Исаакиевский раздор: все тонет в шуме.
У Исаакиевского собора слишком часто в последнее время становится людно и громко. То оппозиционный митинг против передачи собора церкви, то - крестный ход в защиту, то снова митинг против, то опять - за. Само собой, бурлят социальные сети. Вся тема погрязла в спорах, обвинениях и обобщениях. Чувство уже такое, что мир вращается вокруг Исаакия, и от того, как оно там с ним решится, зависит Все!
Я в этой ситуации — наблюдатель, третья сторона, лицо, придерживающее нейтральной позиции. Таких, как я, часто считают безразличным ко всему обывателем, таким нередко прилетает от тех и этих, таким пророчат самые жаркие уголки в аду. Я к этому давно привыкла и не обижаюсь. Ровно как давно никому не объясняю, что если человек не готов встать в один из сплоченных рядов и радостно скандировать что-нибудь вроде «Не допустим! Не позволим! Не пройдет!», это еще не значит, что человек махровейший пофигист или — еще хуже — какой-нибудь приспособленец. Но, знаете, мне кажется, находясь на этой третьей стороне, я вижу то, что не всегда замечают увлеченные борьбой те и эти.
А вижу я, во-первых, что в улично-сетевых баталиях те и эти, к сожалению, больше утверждают себя на отрицании правды другого, чем в попытках объяснить силу своей стороны.
Нет, пока все эти люди — противники и защитники — не соберутся толпой, многие отдельные их представители, особенно те, кто действительно в теме, озвучивают более-менее понятные аргументы в пользу своей позиции.
Одни справедливо опасаются за судьбу музея и музейщиков. Другие не понимают, почему факт того, что собор строился на народные средства, должен являться препятствием для использования храма по назначению. Они говорят, что назначение храма — молитва. И это, в сущности, правда. Как назначение больницы — лечение. Никто не строит больницы, чтоб организовать в них музеи. Одни приводят рационально-экономические доводы, дескать, если музей перенесут черти куда, он уже не будет зарабатывать на туризме так, как сейчас, при этом государство продолжит содержать сам собор (иначе, мол, придет в храм разруха). И ведь не сказать, что этот аргумент можно было бы отбросить - он важен.
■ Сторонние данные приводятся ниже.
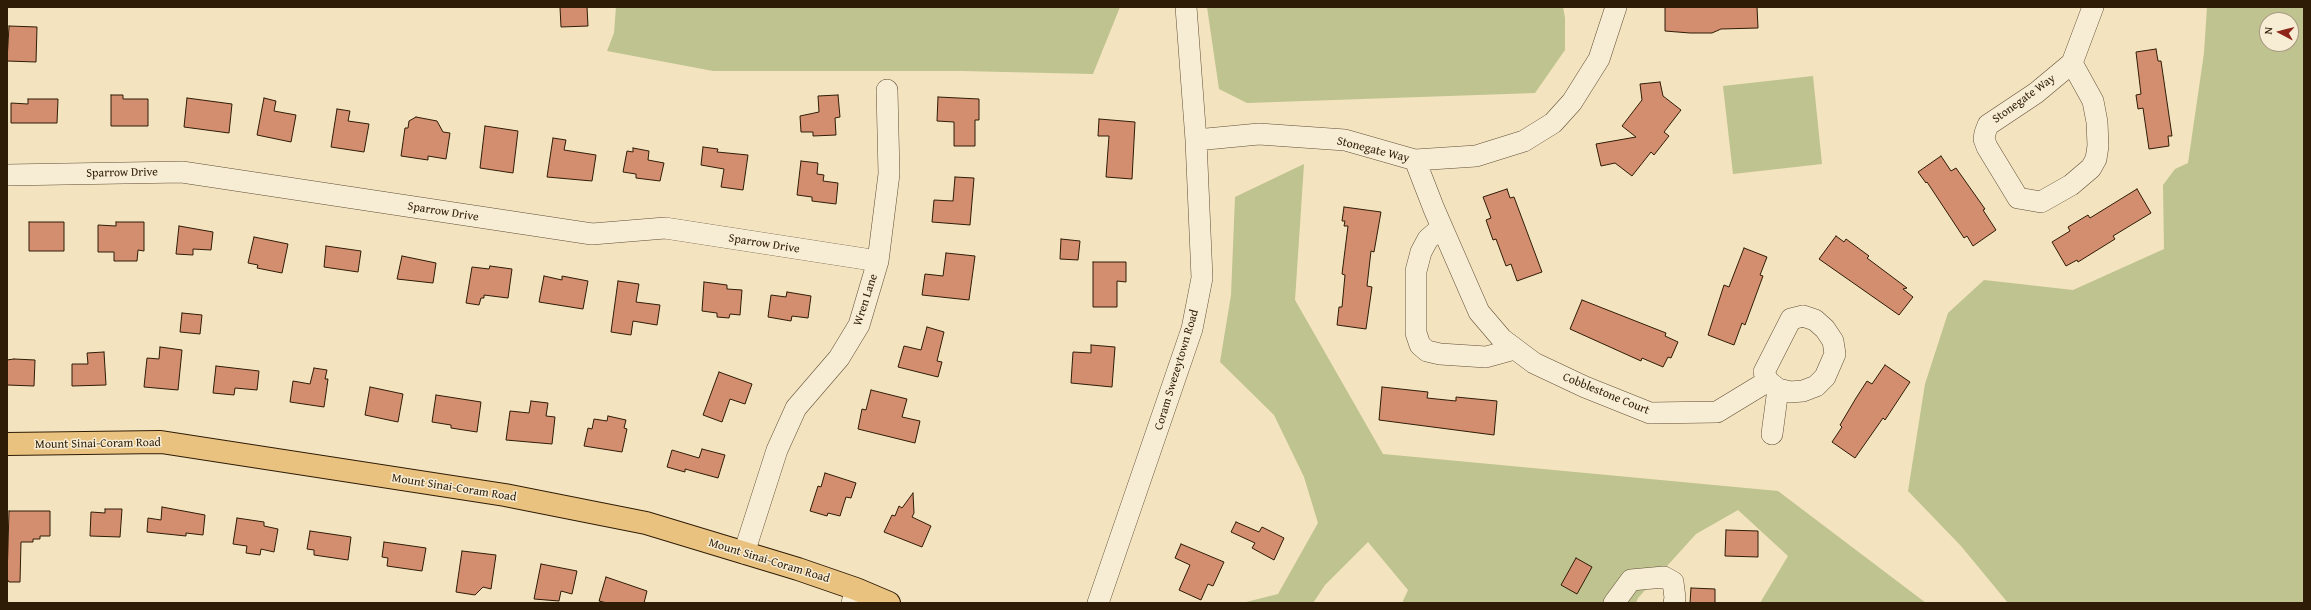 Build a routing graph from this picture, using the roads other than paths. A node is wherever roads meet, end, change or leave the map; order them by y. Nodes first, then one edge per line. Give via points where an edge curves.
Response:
1 (1186, 7) edge
2 (1616, 7) edge
3 (2093, 7) edge
4 (2072, 63) junction
5 (887, 90) dead end
6 (1196, 140) junction
7 (1415, 160) junction
8 (7, 175) edge
9 (1442, 227) junction
10 (878, 261) junction
11 (1515, 349) junction
12 (1772, 434) dead end
13 (7, 444) edge
14 (744, 553) junction
15 (854, 596) edge
16 (889, 603) edge
17 (1098, 603) edge
18 (1614, 603) edge
19 (1674, 603) edge

1 - 6 street, Coram Swezeytown Road
2 - 7 street, Stonegate Way via 1600,59 1572,102 1553,123 1524,141 1476,156
3 - 4 street, Stonegate Way
4 - 4 street, Stonegate Way via 2093,101 2098,140 2096,158 2091,168 2071,185 2042,202 2018,198 1986,147 1984,139 1988,125 2036,93
5 - 10 street, Wren Lane via 889,174
6 - 7 street, Stonegate Way via 1259,134 1345,140
6 - 17 street, Coram Swezeytown Road via 1202,278 1192,329
7 - 9 street, Cobblestone Court
8 - 10 street, Sparrow Drive via 182,172 592,234 665,228
9 - 11 street, Cobblestone Court via 1479,312 1502,339
9 - 11 street via 1428,239 1416,271 1416,333 1420,345 1427,351 1440,354 1486,357
10 - 14 street, Wren Lane via 859,325 839,358 796,408 777,450
11 - 12 street, Cobblestone Court via 1534,363 1577,384 1650,413 1716,412 1773,385
13 - 14 main road, Mount Sinai-Coram Road via 161,442 505,495 646,523
14 - 15 main road, Mount Sinai-Coram Road
15 - 16 main road, Mount Sinai-Coram Road
18 - 19 street via 1631,580 1658,577 1673,582 1676,598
Другие ссылаются на закон о реституции, который хоть и принимали долго и больно, но который все же необходим для восстановления исторической справедливости.
И смотрите, пока дискуссия не выплескивается на улицу, видно что церковь в гораздо более слабой позиции, в менее убедительной. Потому что справедливость справедливостью, но для чего она? Для всеобщего примирения? Или для нового раздора? Стоит ли церкви сейчас обострять ситуацию? Хотя она как будто бы и не обостряет. Ведь как преподносится: «Петербургская епархия не настаивает». Тему передачи собора как будто продавливает только городское правительство. Что за медвежья услуга такая? Неясно, конечно.
И еще больше все запутывается, когда дело доходит до улицы. Тут уже утрачивают вес своей правды как раз противники передачи собора. Их аргументы, сведенные до общих фраз про культуру и права граждан, до лозунгов «Долой правительство!», до оскорблений «оборзевших попов» как-то отталкивают. С этими бунтующими людьми отчего-то не хочется консолидироваться. Даже несмотря на то, что на той же улице противопоставлена им еще большая дичь, какая-нибудь отборная милоновщина.
Понимаете, в конце концов, все тонет в шуме толпы. Хочется абстрагироваться.
И тут я перехожу ко второму. Вот ведь парадокс! При все большем раздувании темы, проблема словно лишается содержания и представляется во все более нелепом свете. В голове рождается даже что-то этакое неприятно-брюзжащее, что, дескать, других проблем в городе нет, что они все вцепились? Неприятное, неловкое чувство — не выспренное, знаете, такое, не гражданственное, низковатое какое-то, пошловатое даже что ли.
Но проблема Исаакия, конечно, есть. И огромная. Но она заключается не в юридически-хозяйственных нюансах. И при этом совсем не в политических обобщениях. Исаакий, как повод для политического протеста — повод и правда никудышный, нечестный, манипулятивный. Собственно, вот в этом, кажется, и загвоздка. В том, что мы не можем выбраться из этой вилки. Либо то либо это. И все бьются за принцип. Уступить, сдаться — да не приведи Бог! Или черт?